Nyssa and Maya were kept separate from the pack at first, and were watched by the wolf curator and a team of observers for 56 hours following the surgery. Maya is recovering normally and will get her stitches out on Friday, May 13.
She was last observed, healthy and active several times on Tuesday. On Wednesday morning, five days after the surgery, Nyssa was found by wolf care staff with severe injuries. She was taken to the Ely Veterinary Clinic where it was determined that she would not recover.
Nyssa, Maya and Grizzer were the three pups introduced to the Center's Exhibit Pack of two adult arctic wolves in 2004. Nyssa was the youngest and smallest of the pups, distinctive because of her black coat and feisty personality.
"Her death is a great loss to us at the Center, to all of our visitors in Ely and to the Web who got to know Nyssa as an ambassador for wolves in the wild," said Executive Director Walter Medwid.
"We will miss Nyssa terribly," said Wolf Curator Lori Schmidt. "Our resident pack illustrates the intricate social dynamics of wolves and we have just seen the end result of inherent competitiveness in a pack struggle.

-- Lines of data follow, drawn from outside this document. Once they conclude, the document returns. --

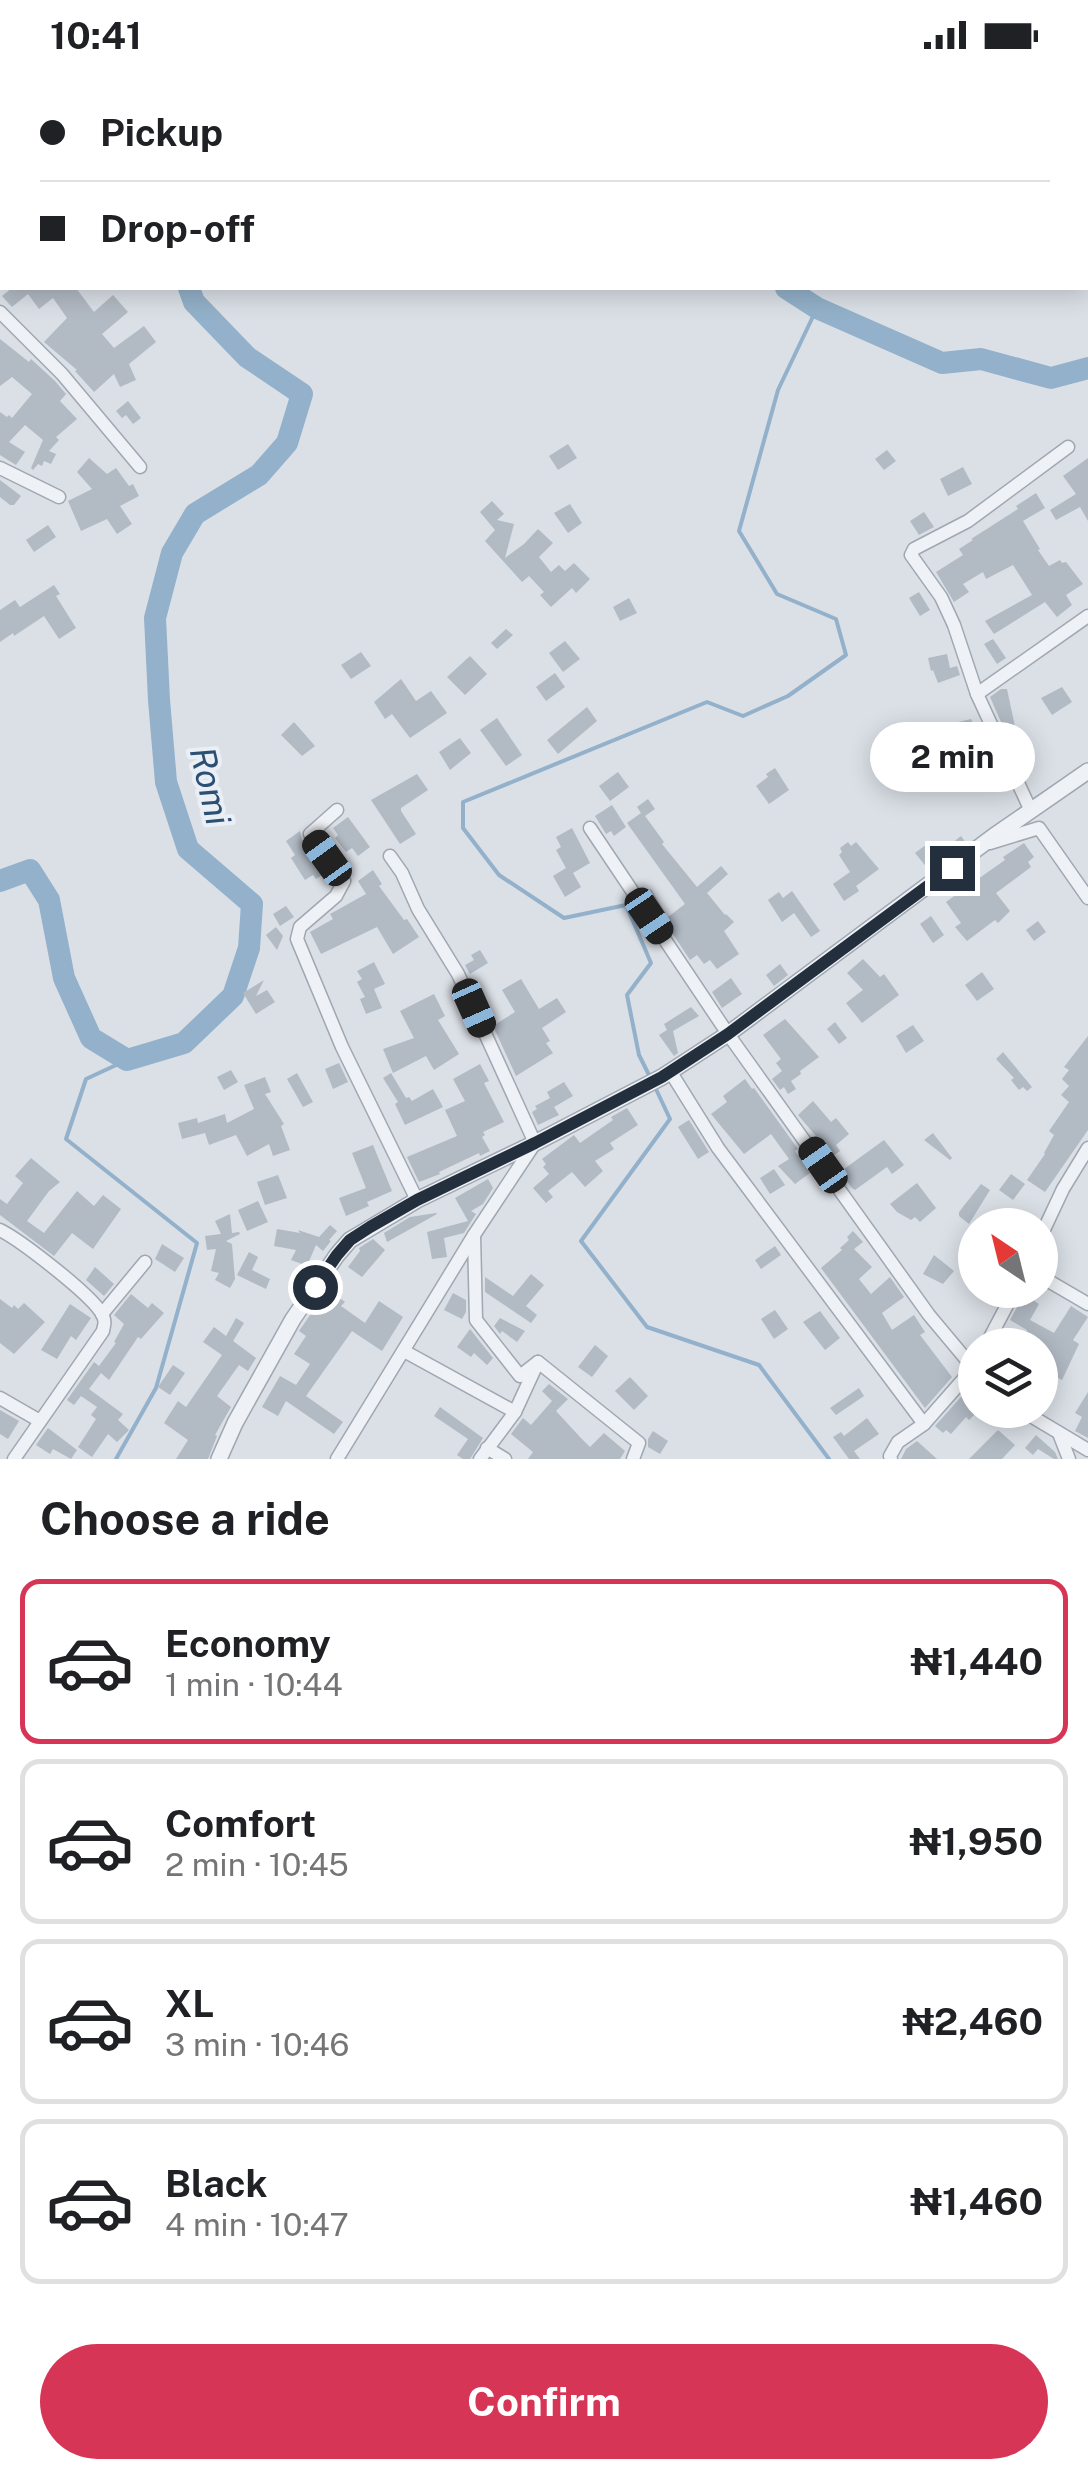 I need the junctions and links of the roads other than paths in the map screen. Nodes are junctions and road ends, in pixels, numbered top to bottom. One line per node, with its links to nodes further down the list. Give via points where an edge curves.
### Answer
1 (0, 312): 3 (street)
2 (1068, 447): 7 (street, via 911,554 954,625)
3 (140, 467)
4 (0, 468): 5 (street)
5 (59, 497)
6 (1088, 616): 7 (street)
7 (977, 694): 10 (street)
8 (1088, 771): 10 (street)
9 (337, 810): 19 (street, via 310,834 344,881 300,927 298,939)
10 (1031, 810): 12 (street)
11 (590, 828): 15 (street)
12 (984, 845): 14 (street, via 1039,828); 15 (street)
13 (390, 856): 17 (street, via 458,974)
14 (1088, 898)
15 (728, 1034): 16 (street); 27 (street)
16 (666, 1074): 17 (street); 34 (street)
17 (535, 1143): 19 (street); 22 (street)
18 (1087, 1151): 20 (street)
19 (417, 1200): 40 (street, via 337,1255 293,1320)
20 (1054, 1208)
21 (0, 1230): 26 (street)
22 (474, 1235): 28 (street); 29 (street, via 476,1320 520,1376)
23 (144, 1262): 26 (street)
24 (1058, 1286): 25 (street)
25 (1088, 1304)
26 (102, 1314): 33 (street, via 103,1331)
27 (958, 1348)
28 (404, 1351): 32 (street); 41 (street)
29 (538, 1362): 32 (street); 43 (street, via 639,1443)
30 (958, 1387): 34 (street)
31 (0, 1398): 33 (street)
32 (515, 1412): 38 (street)
33 (40, 1421): 39 (street)
34 (924, 1424): 44 (street, via 898,1442)
35 (1048, 1428): 36 (street)
36 (1060, 1436): 37 (street); 45 (street)
37 (1088, 1450)
38 (484, 1454): 42 (street)
39 (14, 1459)
40 (219, 1459)
41 (337, 1459)
42 (505, 1459)
43 (633, 1459)
44 (891, 1459)
45 (1069, 1459)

The Center will conduct a thorough review of the incident to see if we can learn from Nyssa's circumstances."
The killing of a pack member by others is not uncommon. Wolf on wolf aggression is one of the top two causes of natural mortality to wolves in the wild. Wolves compete aggressively for dominance, territory, access to food, and opportunities to breed. Most of the time, but not always, the aggression is controlled and ritualized to avoid serious injury. It is most common for wolves to kill wolves from outside the pack, often in association with competition for territory. However, wolves in the wild are also known to kill pack mates. The Yellowstone film, "Yellowstone Wolf Pack," details a case of a female wolf who kills her sister.
At the Center we share your concern for wolves in the wild, your interest in this pack of five familiar faces and your particular affection for Nyssa. The Board of Directors, the Wolf Center staff, volunteers and the curators who watch over the pack every day send you our thanks for caring about Nyssa. We'll report on this Web site and in the next International Wolf magazine anything more that we learn about her death and we'll tell you how the pack is faring. All we know for sure is that, without Nyssa, things are sure to change.